There are two parts to this equation as I see it. Velocity and Volume or air moved, flow, etc. Flow can be misconstrued as an increased flow could equal increased volume of air moved OR increased velocity, which also would equal more volume. Hopefully we can agree that given the same size pipe (ex 2" dia) air/gas moving at 1 cubic foot/minute that a 1" pipe would need to have twice the velocity or air speed than the 2" to move the same amount of air/gas. If we agree on this than we have our base to build from.

Porting essentially enlarges the bore of the intake or exhaust port, similar to extrude honing an intake, using a larger TB or larger dia. exhaust. So when we have a constant RPM we move a certain amount of gas/air through the motor (X rpm * X displacement motor = X volume of air moving through the motor, (in theory the amount of air introduced into intake through the TB should directly correlate to the amount of air coming out the tailpipe but that is a whole different discussion.) So at a given RPM we move a certain volume of air. By porting or enlarging we increase the diameter of the runner/port which means the end result is a decrease in velocity while keeping the same amount of air moving. Again if we go from a 1" bore up to a 2" bore and move the same amount of medium (air/exhaust gas) through the larger diameter we will find that the medium moves in the 2" at exactly half the speed of the 1".

I think this is where I am misunderstanding your post. I understand (and agree) that a larger intake runner (manifold runner, ITB trumpet, etc.) leading into a smaller port in the head will increase velocity in the head prior to the valve because as you move a set amount of air through a progressively smaller space the velocity must increase to move the same volume of air. On the other side your post does not make sense to me though - "and larger exhaust manifold ports than exhaust ports (on the head). Not by much, somewhere around 1-2mm larger" if you move from a 50mm exhaust port in the head to a 52mm exhaust manifold runner you move from small to big. In this case 50mm to 52mm is a 4% increase. As you increase the diameter while moving a set volume of air the air speed or velocity will slow down due to the enlarged chamber size. To maintain even velocity you must increase volume as these directly correlate to each other. So what I don't understand is how can you move from a smaller port to a larger manifold AND increase flow? I believe that there is an ideal velocity or exhaust gas flow rate from the valve to the Y or X pipe which yields best scavenging effects and most efficient flow out of the engine.

I also agree that porting to port is not the best idea. Everything should be done with an intended purpose and for a reason. (I don't want to get into porting versus polishing either) To port you must have a need, just as to increase exhaust diameter or header/manifold diameters over stock you must have the ability to push a greater volume of air through the motor to achieve the same flow rate (velocity) and be at your ideal numbers.

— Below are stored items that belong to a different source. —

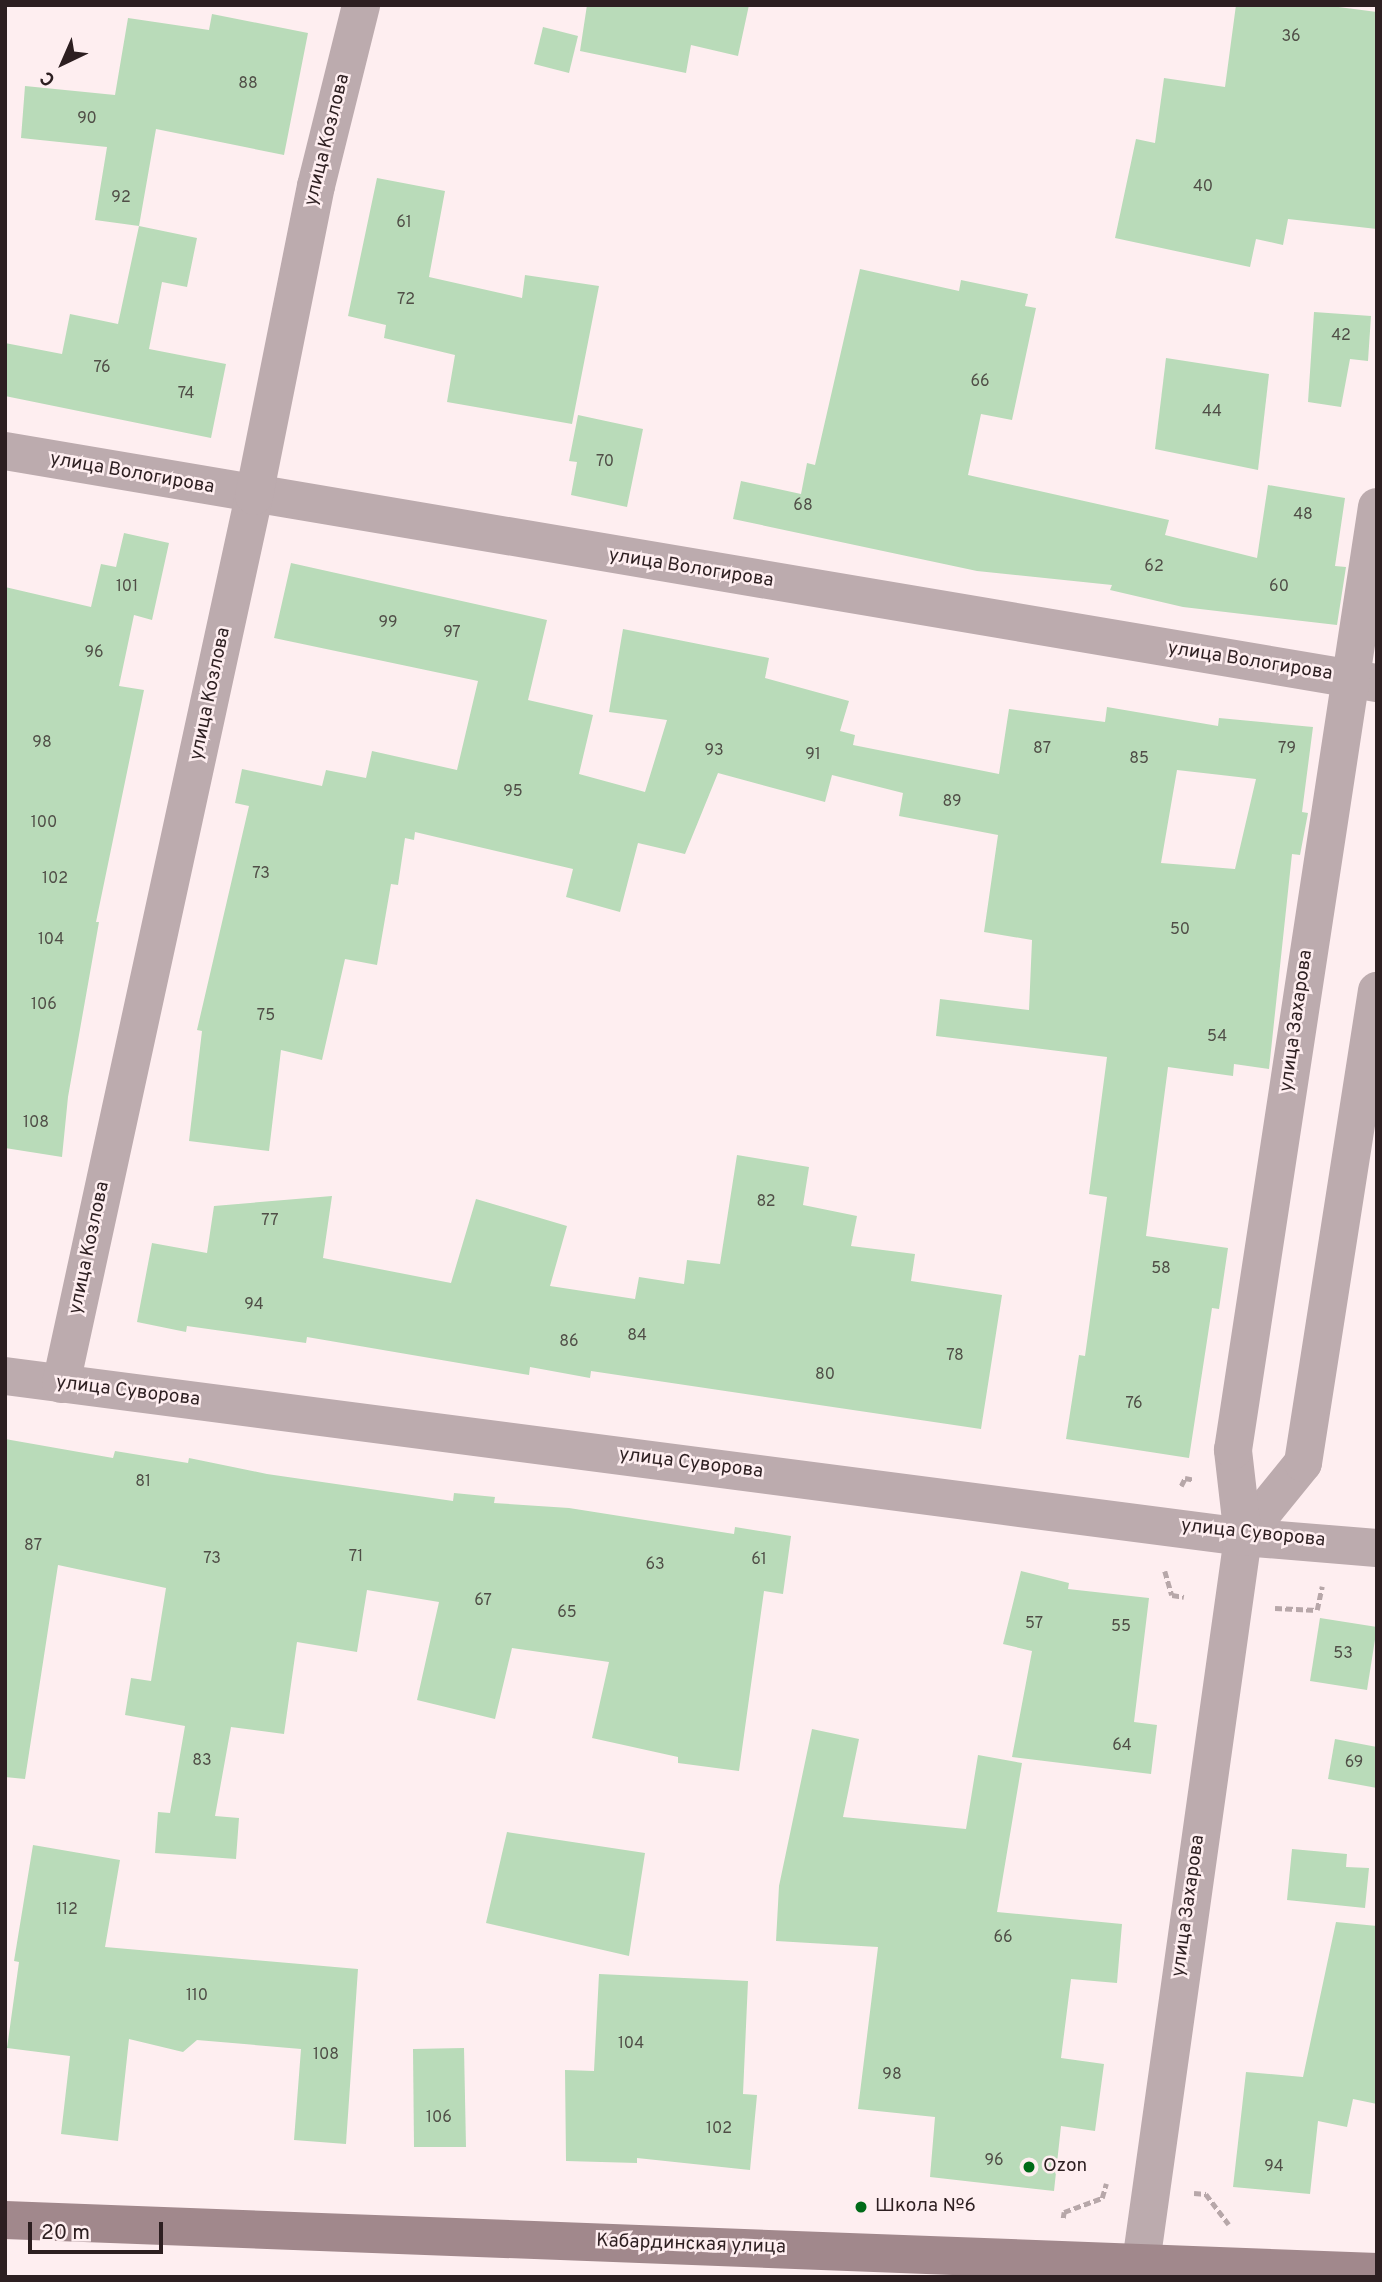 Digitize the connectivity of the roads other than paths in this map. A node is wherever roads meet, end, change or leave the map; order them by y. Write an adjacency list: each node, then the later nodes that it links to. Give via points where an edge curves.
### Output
1 (361, 5): 3 (street, улица Козлова, via 316,186)
2 (5, 451): 3 (street, улица Вологирова)
3 (254, 496): 5 (street, улица Вологирова); 8 (street, улица Козлова)
4 (1377, 507): 5 (street, улица Захарова)
5 (1362, 680): 9 (street, улица Захарова, via 1233,1450)
6 (1377, 991): 9 (street, via 1303,1463)
7 (5, 1376): 8 (street, улица Суворова)
8 (61, 1384): 9 (street, улица Суворова)
9 (1243, 1537): 10 (street, улица Суворова); 12 (street, улица Захарова)
10 (1377, 1548)
11 (5, 2220): 12 (street, Кабардинская улица)
12 (1140, 2269): 13 (street, Кабардинская улица)
13 (1377, 2272)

"Air flow means nothing, unless there is nothing to little flowing. It's all about the VELOCITY of the gases." Flow and velocity are the same thing in a matter of speaking. "Velocity" and "Flow Rates" can be quantified the same however I would tend to believe that velocity (cubic volume/rate ex. minute) is a more appropriate word. Flow is a more broad word used to describe efficiency (where we could start the debate over swirl polished valves, polishing versus non polished, etc.) in terms of turbulence, restrictions and specific mediums being able to flow through a certain chamber at a set volume. When someone says "that flows well" velocity is only part of the flow equation. With intake and exhaust we factor in how gasses flow because flow patterns and rates are much more important than simple velocity. Too much velocity is a problem just as too little - there is a target to achieve that is appropriate to the motor.

With exhaust we seek a smooth efficient means to exit gases however we have also learned that torque is largely effected by exhaust flow and therefore we need to be mindful to keep the diameter down enough to maintain torque, which increases velocity however only to the point that your header can handle the volume of air you are trying to push which then leads us back to backpressure and/or the need to increase diameter lessening restrictions and turbulence (turbulence by itself is a restricting factor) which allows for more volume to flow so we can get back to hitting target velocity. It's all a balance.

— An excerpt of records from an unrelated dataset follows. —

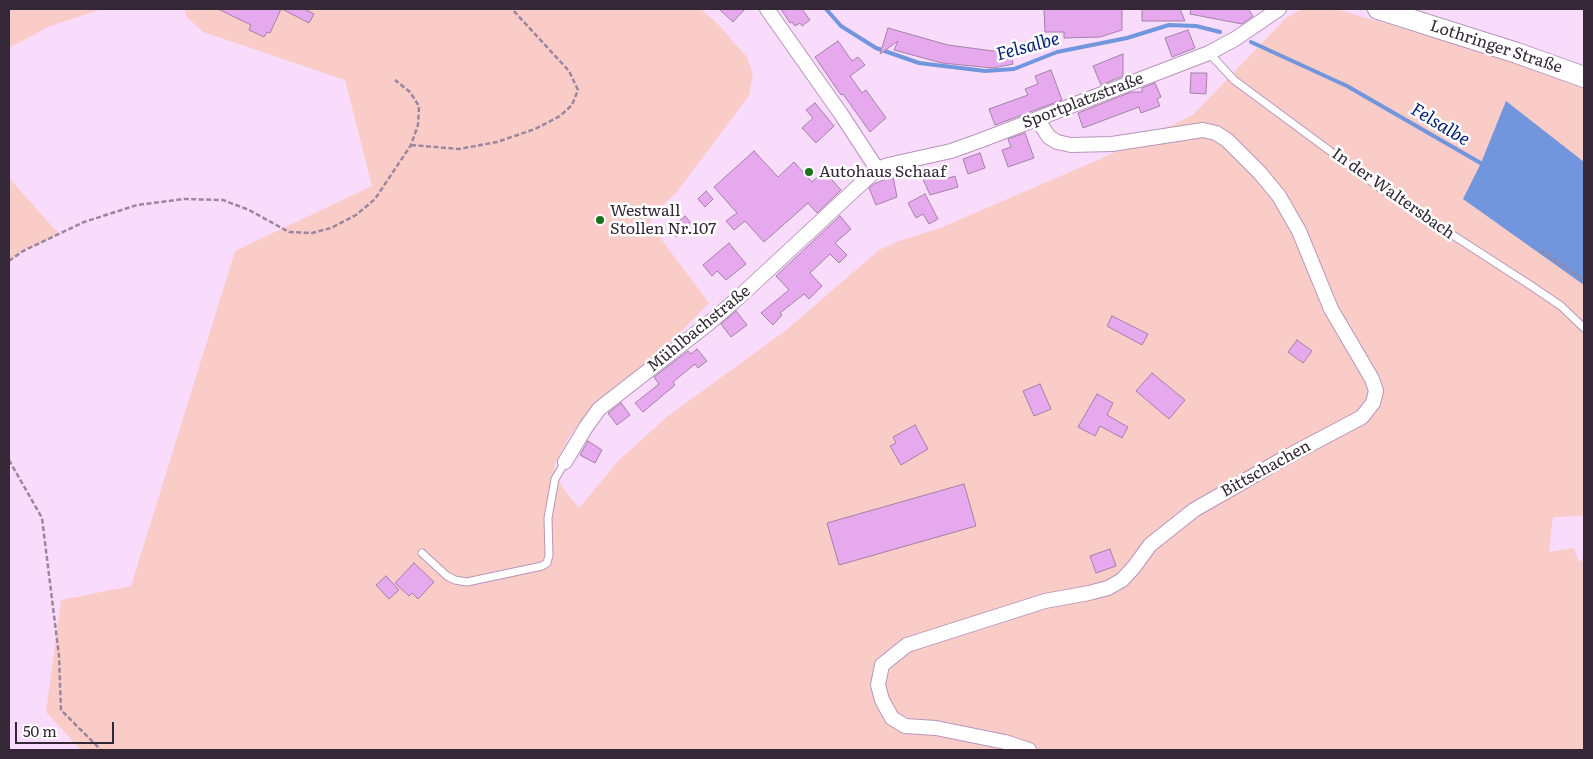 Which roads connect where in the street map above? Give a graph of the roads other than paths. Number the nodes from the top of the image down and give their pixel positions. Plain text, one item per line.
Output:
1 (767, 9) edge
2 (1279, 9) edge
3 (1378, 9) edge
4 (1209, 53) junction
5 (1584, 77) edge
6 (1037, 119) junction
7 (877, 169) junction
8 (1584, 328) edge
9 (565, 462) joint
10 (422, 553) dead end
11 (1029, 750) edge

1 - 7 street
2 - 4 street, Sportplatzstraße
3 - 5 main road, Lothringer Straße
4 - 6 street, Sportplatzstraße
4 - 8 lane, In der Waltersbach
6 - 7 street, Sportplatzstraße
6 - 11 street, Bittschachen
7 - 9 street, Mühlbachstraße
9 - 10 lane, Mühlbachstraße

Hopefully that clears up where I am coming from and some of the words that have been flying around. I know that no one likes a smart-ass new guy coming in and ruffling feathers but in an effort to share and educate I'm trying not to be abrasive.

Cheers!

Speaking of smart-ass new guys, I couldn't help but make a small correction.

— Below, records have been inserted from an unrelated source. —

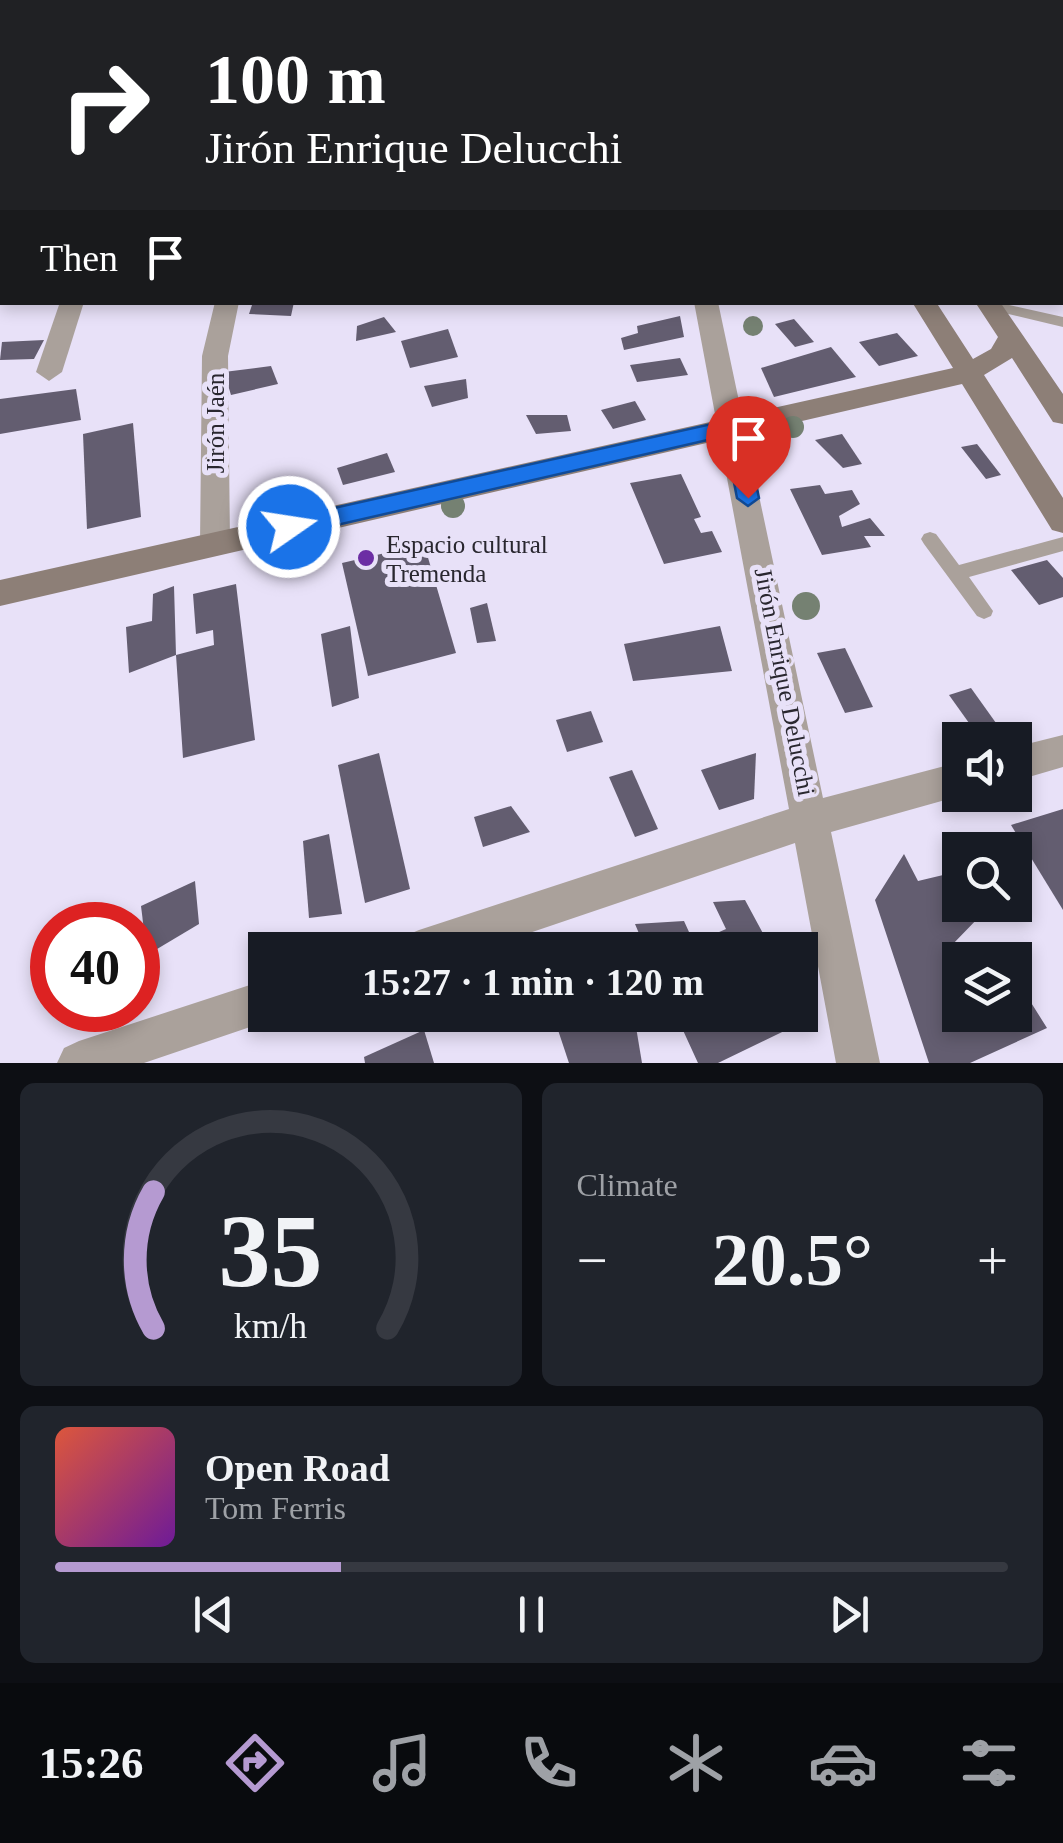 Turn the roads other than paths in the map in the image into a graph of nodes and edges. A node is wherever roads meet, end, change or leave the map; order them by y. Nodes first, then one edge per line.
1 (71, 305) edge
2 (226, 305) edge
3 (707, 305) edge
4 (926, 305) edge
5 (988, 305) edge
6 (991, 305) edge
7 (1063, 322) edge
8 (1010, 338) junction
9 (48, 372) dead end
10 (966, 374) junction
11 (1062, 412) edge
12 (734, 426) junction
13 (1063, 522) edge
14 (930, 539) dead end
15 (215, 544) junction
16 (1063, 544) edge
17 (955, 573) junction
18 (0, 592) edge
19 (984, 612) dead end
20 (1063, 752) edge
21 (1032, 760) edge
22 (942, 784) edge
23 (812, 819) junction
24 (473, 932) edge
25 (248, 1007) edge
26 (79, 1063) edge
27 (858, 1063) edge

1 - 9 street
2 - 15 street, Jirón Jaén
3 - 12 street, Jirón Enrique Delucchi
4 - 10 street
5 - 8 street
6 - 7 lane
8 - 10 street
8 - 11 street
10 - 12 street
10 - 13 street
12 - 15 street
12 - 23 street, Jirón Enrique Delucchi
14 - 17 lane
15 - 18 street
16 - 17 lane
17 - 19 lane
20 - 21 street
22 - 23 street
23 - 24 street
23 - 27 street, Jirón Enrique Delucchi
25 - 26 street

Actually since the cross-section of pipe is pi*r^2, the 1" pipe in your example would need a gas velocity of 4x that of the 2" pipe for the same flow rate.

This really doesn't invalidate anything you posted above though. :)

-Tucker

lol.... I knew I'd slip up somewhere along the way!

Sorry... chuck my whole argument out the window

Ok, from what I understand here is that a small pipe will amost always give u more velocity than a bigger pipe... ?

but the trick is to find the dia that keeps the velocity up, while not creating to much back pressure.

So then it leads me to think that a bigger pipe is better, as it creates less back pressure, but at the expense u lose velocity, but with the bigger pipe you're still moving a greater volume of exhaust gasses ?

winston, I believe we are on the same page, it sucks not being able to put thoughts into words that easily and then it's even harder trying to explain something in written form. Technical writing isn't my strong suit.

SA, even if you are putting a bigger pipe on, you are still going to be producing the same volume of gases. With a big pipe, the motor has to fill the pipe and then push the gases outwards towards the tailpipe. That will slow down the velocity of the gases, which we don't want. No matter what, your motor is always going to produce the same relative amount of gases (unless your car is turbo'd, then it throws everything out the window). (just to reiterate)

the reason you don't want to sacrafice too much velocity is the scavenging effect.

How much power do you have and what is the cars purpose? There is no need to reinvent the wheel. Why not just buy a header that is appropriate and put an exhaust on that will either meet your autox noise requirement or pass emissions, or both...